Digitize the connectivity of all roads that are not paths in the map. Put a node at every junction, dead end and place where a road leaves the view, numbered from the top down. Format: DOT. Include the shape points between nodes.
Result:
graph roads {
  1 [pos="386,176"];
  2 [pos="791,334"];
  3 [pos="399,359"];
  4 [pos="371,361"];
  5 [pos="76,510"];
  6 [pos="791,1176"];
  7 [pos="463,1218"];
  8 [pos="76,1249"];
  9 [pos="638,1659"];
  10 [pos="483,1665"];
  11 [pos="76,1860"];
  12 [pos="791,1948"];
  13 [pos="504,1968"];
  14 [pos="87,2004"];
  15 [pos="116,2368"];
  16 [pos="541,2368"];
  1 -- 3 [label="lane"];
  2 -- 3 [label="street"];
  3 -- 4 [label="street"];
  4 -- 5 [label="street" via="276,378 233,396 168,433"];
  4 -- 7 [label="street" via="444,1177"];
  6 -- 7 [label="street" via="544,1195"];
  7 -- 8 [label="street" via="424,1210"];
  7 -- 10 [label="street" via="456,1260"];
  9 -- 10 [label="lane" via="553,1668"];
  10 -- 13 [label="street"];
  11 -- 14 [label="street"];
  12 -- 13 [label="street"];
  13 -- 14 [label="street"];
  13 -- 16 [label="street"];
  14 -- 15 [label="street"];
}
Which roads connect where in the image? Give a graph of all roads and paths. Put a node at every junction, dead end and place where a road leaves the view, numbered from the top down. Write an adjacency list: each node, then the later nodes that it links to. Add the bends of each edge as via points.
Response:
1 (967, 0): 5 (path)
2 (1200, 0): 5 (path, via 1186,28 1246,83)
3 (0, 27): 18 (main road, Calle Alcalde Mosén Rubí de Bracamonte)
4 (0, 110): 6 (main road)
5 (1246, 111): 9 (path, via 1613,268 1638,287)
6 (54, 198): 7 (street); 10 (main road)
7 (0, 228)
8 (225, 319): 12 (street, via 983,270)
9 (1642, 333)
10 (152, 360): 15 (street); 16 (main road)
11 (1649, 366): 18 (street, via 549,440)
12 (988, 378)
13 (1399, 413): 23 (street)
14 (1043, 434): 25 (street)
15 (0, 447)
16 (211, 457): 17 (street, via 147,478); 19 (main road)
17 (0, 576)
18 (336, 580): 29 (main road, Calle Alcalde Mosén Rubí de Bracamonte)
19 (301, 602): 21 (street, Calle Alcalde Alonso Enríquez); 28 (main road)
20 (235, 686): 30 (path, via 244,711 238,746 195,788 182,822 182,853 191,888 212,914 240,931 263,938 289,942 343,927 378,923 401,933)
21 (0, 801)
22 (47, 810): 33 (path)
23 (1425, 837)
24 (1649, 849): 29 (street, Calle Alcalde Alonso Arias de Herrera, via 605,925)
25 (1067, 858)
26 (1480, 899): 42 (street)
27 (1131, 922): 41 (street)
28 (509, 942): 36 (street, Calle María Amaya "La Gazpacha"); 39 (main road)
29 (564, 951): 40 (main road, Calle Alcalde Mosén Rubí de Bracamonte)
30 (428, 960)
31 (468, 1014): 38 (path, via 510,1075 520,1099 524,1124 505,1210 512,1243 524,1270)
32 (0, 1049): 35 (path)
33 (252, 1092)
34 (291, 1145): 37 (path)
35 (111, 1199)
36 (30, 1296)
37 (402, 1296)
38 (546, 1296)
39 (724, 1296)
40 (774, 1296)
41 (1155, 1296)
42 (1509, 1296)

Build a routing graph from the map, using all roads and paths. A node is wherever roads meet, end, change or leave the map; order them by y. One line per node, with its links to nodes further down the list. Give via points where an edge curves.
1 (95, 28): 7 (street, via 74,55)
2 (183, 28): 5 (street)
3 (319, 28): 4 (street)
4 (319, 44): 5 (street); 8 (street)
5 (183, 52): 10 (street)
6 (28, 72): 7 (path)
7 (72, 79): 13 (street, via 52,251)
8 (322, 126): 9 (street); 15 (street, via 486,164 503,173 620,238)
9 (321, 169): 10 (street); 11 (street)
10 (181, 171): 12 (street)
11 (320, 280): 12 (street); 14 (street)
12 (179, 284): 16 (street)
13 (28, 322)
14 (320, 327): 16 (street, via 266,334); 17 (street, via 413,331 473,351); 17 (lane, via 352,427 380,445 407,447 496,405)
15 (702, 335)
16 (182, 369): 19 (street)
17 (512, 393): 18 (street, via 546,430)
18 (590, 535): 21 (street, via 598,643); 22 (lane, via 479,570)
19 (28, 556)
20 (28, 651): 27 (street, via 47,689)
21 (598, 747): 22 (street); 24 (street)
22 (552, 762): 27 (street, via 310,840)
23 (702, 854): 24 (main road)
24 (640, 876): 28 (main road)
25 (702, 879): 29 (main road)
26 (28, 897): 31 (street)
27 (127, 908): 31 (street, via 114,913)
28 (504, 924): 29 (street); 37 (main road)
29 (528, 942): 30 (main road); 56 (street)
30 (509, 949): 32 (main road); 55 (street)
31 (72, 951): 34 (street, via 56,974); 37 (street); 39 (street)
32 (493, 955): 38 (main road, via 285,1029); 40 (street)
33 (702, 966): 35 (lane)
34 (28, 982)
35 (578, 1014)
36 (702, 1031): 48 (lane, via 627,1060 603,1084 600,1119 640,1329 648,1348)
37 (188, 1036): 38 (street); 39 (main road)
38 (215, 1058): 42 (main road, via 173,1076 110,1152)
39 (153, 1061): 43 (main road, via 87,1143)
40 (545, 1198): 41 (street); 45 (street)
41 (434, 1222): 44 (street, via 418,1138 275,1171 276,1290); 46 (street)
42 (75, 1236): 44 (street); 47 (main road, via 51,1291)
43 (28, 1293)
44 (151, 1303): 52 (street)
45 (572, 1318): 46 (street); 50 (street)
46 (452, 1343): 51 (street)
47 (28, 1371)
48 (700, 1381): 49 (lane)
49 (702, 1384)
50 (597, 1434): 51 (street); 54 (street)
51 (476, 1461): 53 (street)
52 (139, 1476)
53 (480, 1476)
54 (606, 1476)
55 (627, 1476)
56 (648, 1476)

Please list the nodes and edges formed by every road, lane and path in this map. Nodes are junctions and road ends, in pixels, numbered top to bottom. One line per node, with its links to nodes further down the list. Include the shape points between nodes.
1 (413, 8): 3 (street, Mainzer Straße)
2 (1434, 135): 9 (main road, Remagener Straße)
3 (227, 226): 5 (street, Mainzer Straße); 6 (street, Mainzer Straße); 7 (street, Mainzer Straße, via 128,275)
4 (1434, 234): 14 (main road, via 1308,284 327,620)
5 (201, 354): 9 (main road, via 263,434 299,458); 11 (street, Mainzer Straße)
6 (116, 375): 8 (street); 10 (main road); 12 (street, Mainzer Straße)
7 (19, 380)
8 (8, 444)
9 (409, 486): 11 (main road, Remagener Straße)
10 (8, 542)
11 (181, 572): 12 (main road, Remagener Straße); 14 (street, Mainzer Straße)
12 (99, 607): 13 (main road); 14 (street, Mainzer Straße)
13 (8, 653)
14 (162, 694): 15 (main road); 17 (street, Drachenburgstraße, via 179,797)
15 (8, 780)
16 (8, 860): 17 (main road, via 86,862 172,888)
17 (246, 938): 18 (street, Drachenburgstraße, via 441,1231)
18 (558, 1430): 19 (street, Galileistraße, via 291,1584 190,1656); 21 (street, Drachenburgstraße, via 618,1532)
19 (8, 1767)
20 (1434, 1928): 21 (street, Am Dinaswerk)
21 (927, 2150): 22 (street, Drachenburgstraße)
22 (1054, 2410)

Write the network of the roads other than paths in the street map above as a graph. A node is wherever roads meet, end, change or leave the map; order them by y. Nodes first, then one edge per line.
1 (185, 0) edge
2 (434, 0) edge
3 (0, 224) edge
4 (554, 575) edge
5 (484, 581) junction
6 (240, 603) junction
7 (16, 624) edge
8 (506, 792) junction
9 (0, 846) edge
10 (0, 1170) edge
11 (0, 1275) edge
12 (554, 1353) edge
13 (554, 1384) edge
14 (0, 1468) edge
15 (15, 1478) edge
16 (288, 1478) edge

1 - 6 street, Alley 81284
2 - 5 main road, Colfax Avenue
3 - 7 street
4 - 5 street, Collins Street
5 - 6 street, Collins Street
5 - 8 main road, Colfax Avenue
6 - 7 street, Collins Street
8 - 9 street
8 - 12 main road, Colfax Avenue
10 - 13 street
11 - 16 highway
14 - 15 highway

---

Task prompt: Return all lines of the material above in which "dead" occurs.

Answer section:
Digitize the connectivity of all roads that are not paths in the map. Put a node at every junction, dead end and place where a road leaves the view, numbered from the top down. Format: DOT. Include the shape points between nodes.
Which roads connect where in the image? Give a graph of all roads and paths. Put a node at every junction, dead end and place where a road leaves the view, numbered from the top down. Write an adjacency list: each node, then the later nodes that it links to. Add the bends of each edge as via points.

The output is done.